All of the records that follow need to be copied word for word, without the pictures.

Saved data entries
◆ ◆ ◆ ◆

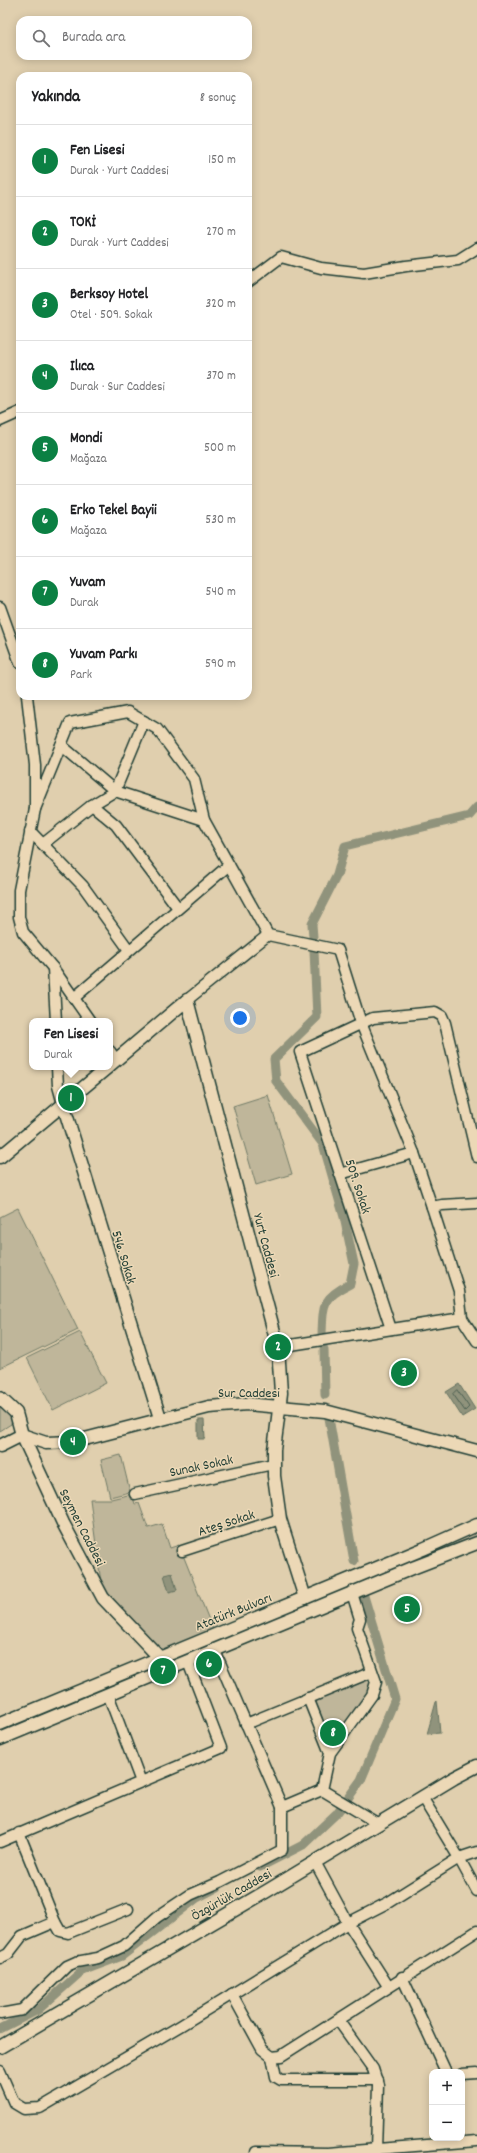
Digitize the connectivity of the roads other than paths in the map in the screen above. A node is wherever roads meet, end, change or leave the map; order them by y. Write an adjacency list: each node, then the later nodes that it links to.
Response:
1 (477, 248): 2 (street)
2 (252, 279)
3 (16, 414): 4 (street)
4 (0, 421)
5 (0, 607): 6 (street)
6 (16, 652)
7 (27, 700): 12 (street)
8 (144, 721): 9 (street); 10 (street); 13 (street)
9 (61, 745): 10 (street); 12 (street)
10 (115, 791): 11 (street); 13 (street)
11 (92, 805): 15 (street); 17 (street)
12 (35, 809): 14 (street)
13 (204, 820): 16 (street)
14 (30, 831): 15 (street); 20 (street)
15 (43, 844): 19 (street)
16 (229, 865): 17 (street); 18 (street)
17 (178, 908): 19 (street)
18 (268, 935): 22 (street); 25 (street)
19 (129, 950): 21 (street)
20 (54, 968): 21 (street); 23 (street)
21 (74, 998): 24 (street)
22 (187, 1000): 26 (main road); 39 (main road, Yurt Caddesi)
23 (56, 1018)
24 (88, 1018)
25 (361, 1023): 30 (street); 32 (street); 33 (street, 509. Sokak)
26 (113, 1059)
27 (57, 1070): 29 (street)
28 (101, 1070): 29 (main road)
29 (63, 1104): 31 (main road); 42 (main road, 546. Sokak)
30 (414, 1153): 33 (street); 35 (street)
31 (0, 1157)
32 (477, 1157)
33 (340, 1174): 37 (street, 509. Sokak)
34 (477, 1203): 35 (street)
35 (432, 1207): 36 (street)
36 (462, 1318): 37 (street); 38 (street)
37 (391, 1329): 39 (street)
38 (477, 1341)
39 (278, 1347): 41 (main road, Yurt Caddesi)
40 (0, 1398): 43 (main road, Seymen Caddesi)
41 (279, 1407): 42 (main road, Sur Caddesi); 45 (main road, Sur Caddesi); 46 (main road, Yurt Caddesi)
42 (160, 1418): 43 (main road, Sur Caddesi)
43 (22, 1435): 44 (main road); 55 (main road, Seymen Caddesi)
44 (0, 1446)
45 (477, 1451)
46 (273, 1464): 47 (street, Sunak Sokak); 48 (main road, Yurt Caddesi)
47 (135, 1494)
48 (280, 1518): 51 (street, Ateş Sokak); 53 (main road, Yurt Caddesi)
49 (477, 1525): 53 (main road, Atatürk Bulvarı)
50 (477, 1543): 52 (main road, Atatürk Bulvarı)
51 (182, 1551)
52 (352, 1594): 54 (main road, Atatürk Bulvarı); 57 (street)
53 (305, 1598): 55 (main road, Atatürk Bulvarı)
54 (215, 1651): 56 (main road, Atatürk Bulvarı); 61 (street)
55 (160, 1658): 60 (main road, Atatürk Bulvarı)
56 (188, 1662): 58 (main road, Atatürk Bulvarı); 65 (street)
57 (372, 1672): 59 (street); 63 (street)
58 (108, 1694): 62 (main road, Atatürk Bulvarı); 65 (street)
59 (308, 1698): 61 (street); 63 (street)
60 (0, 1724)
61 (246, 1724): 68 (street)
62 (0, 1739)
63 (330, 1753): 66 (street)
64 (477, 1766): 67 (main road, Özgürlük Caddesi)
65 (141, 1782): 70 (street)
66 (322, 1790): 68 (street); 69 (street)
67 (422, 1797): 69 (main road, Özgürlük Caddesi); 73 (street)
68 (282, 1807): 84 (street)
69 (377, 1823): 74 (main road, Özgürlük Caddesi)
70 (19, 1834): 71 (street); 77 (street)
71 (0, 1842)
72 (477, 1852): 73 (street)
73 (459, 1858): 75 (street); 78 (street)
74 (315, 1862): 78 (street); 86 (main road, Özgürlük Caddesi)
75 (477, 1891)
76 (128, 1909): 77 (street)
77 (55, 1922): 80 (street)
78 (348, 1923): 82 (street); 83 (street)
79 (477, 1931): 81 (street)
80 (0, 1958)
81 (402, 1977): 82 (street); 88 (street)
82 (388, 1986): 85 (street)
83 (232, 1994): 87 (street); 89 (street)
84 (0, 2014)
85 (338, 2020): 87 (street); 92 (street)
86 (0, 2047)
87 (272, 2057): 92 (street)
88 (445, 2069)
89 (0, 2071)
90 (477, 2073): 91 (street)
91 (465, 2074)
92 (377, 2080): 96 (street)
93 (444, 2141): 96 (street)
94 (465, 2141): 95 (street)
95 (477, 2141)
96 (376, 2150): 97 (street)
97 (256, 2152)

◆ ◆ ◆ ◆

SOLUTION TO THIS EXERCISE -
Digitize the connectivity of the roads other than paths in the map in the screen above. A node is wherever roads meet, end, change or leave the map; order them by y. Write an adjacency list: each node, then the later nodes that it links to.
Response:
1 (477, 248): 2 (street)
2 (252, 279)
3 (16, 414): 4 (street)
4 (0, 421)
5 (0, 607): 6 (street)
6 (16, 652)
7 (27, 700): 12 (street)
8 (144, 721): 9 (street); 10 (street); 13 (street)
9 (61, 745): 10 (street); 12 (street)
10 (115, 791): 11 (street); 13 (street)
11 (92, 805): 15 (street); 17 (street)
12 (35, 809): 14 (street)
13 (204, 820): 16 (street)
14 (30, 831): 15 (street); 20 (street)
15 (43, 844): 19 (street)
16 (229, 865): 17 (street); 18 (street)
17 (178, 908): 19 (street)
18 (268, 935): 22 (street); 25 (street)
19 (129, 950): 21 (street)
20 (54, 968): 21 (street); 23 (street)
21 (74, 998): 24 (street)
22 (187, 1000): 26 (main road); 39 (main road, Yurt Caddesi)
23 (56, 1018)
24 (88, 1018)
25 (361, 1023): 30 (street); 32 (street); 33 (street, 509. Sokak)
26 (113, 1059)
27 (57, 1070): 29 (street)
28 (101, 1070): 29 (main road)
29 (63, 1104): 31 (main road); 42 (main road, 546. Sokak)
30 (414, 1153): 33 (street); 35 (street)
31 (0, 1157)
32 (477, 1157)
33 (340, 1174): 37 (street, 509. Sokak)
34 (477, 1203): 35 (street)
35 (432, 1207): 36 (street)
36 (462, 1318): 37 (street); 38 (street)
37 (391, 1329): 39 (street)
38 (477, 1341)
39 (278, 1347): 41 (main road, Yurt Caddesi)
40 (0, 1398): 43 (main road, Seymen Caddesi)
41 (279, 1407): 42 (main road, Sur Caddesi); 45 (main road, Sur Caddesi); 46 (main road, Yurt Caddesi)
42 (160, 1418): 43 (main road, Sur Caddesi)
43 (22, 1435): 44 (main road); 55 (main road, Seymen Caddesi)
44 (0, 1446)
45 (477, 1451)
46 (273, 1464): 47 (street, Sunak Sokak); 48 (main road, Yurt Caddesi)
47 (135, 1494)
48 (280, 1518): 51 (street, Ateş Sokak); 53 (main road, Yurt Caddesi)
49 (477, 1525): 53 (main road, Atatürk Bulvarı)
50 (477, 1543): 52 (main road, Atatürk Bulvarı)
51 (182, 1551)
52 (352, 1594): 54 (main road, Atatürk Bulvarı); 57 (street)
53 (305, 1598): 55 (main road, Atatürk Bulvarı)
54 (215, 1651): 56 (main road, Atatürk Bulvarı); 61 (street)
55 (160, 1658): 60 (main road, Atatürk Bulvarı)
56 (188, 1662): 58 (main road, Atatürk Bulvarı); 65 (street)
57 (372, 1672): 59 (street); 63 (street)
58 (108, 1694): 62 (main road, Atatürk Bulvarı); 65 (street)
59 (308, 1698): 61 (street); 63 (street)
60 (0, 1724)
61 (246, 1724): 68 (street)
62 (0, 1739)
63 (330, 1753): 66 (street)
64 (477, 1766): 67 (main road, Özgürlük Caddesi)
65 (141, 1782): 70 (street)
66 (322, 1790): 68 (street); 69 (street)
67 (422, 1797): 69 (main road, Özgürlük Caddesi); 73 (street)
68 (282, 1807): 84 (street)
69 (377, 1823): 74 (main road, Özgürlük Caddesi)
70 (19, 1834): 71 (street); 77 (street)
71 (0, 1842)
72 (477, 1852): 73 (street)
73 (459, 1858): 75 (street); 78 (street)
74 (315, 1862): 78 (street); 86 (main road, Özgürlük Caddesi)
75 (477, 1891)
76 (128, 1909): 77 (street)
77 (55, 1922): 80 (street)
78 (348, 1923): 82 (street); 83 (street)
79 (477, 1931): 81 (street)
80 (0, 1958)
81 (402, 1977): 82 (street); 88 (street)
82 (388, 1986): 85 (street)
83 (232, 1994): 87 (street); 89 (street)
84 (0, 2014)
85 (338, 2020): 87 (street); 92 (street)
86 (0, 2047)
87 (272, 2057): 92 (street)
88 (445, 2069)
89 (0, 2071)
90 (477, 2073): 91 (street)
91 (465, 2074)
92 (377, 2080): 96 (street)
93 (444, 2141): 96 (street)
94 (465, 2141): 95 (street)
95 (477, 2141)
96 (376, 2150): 97 (street)
97 (256, 2152)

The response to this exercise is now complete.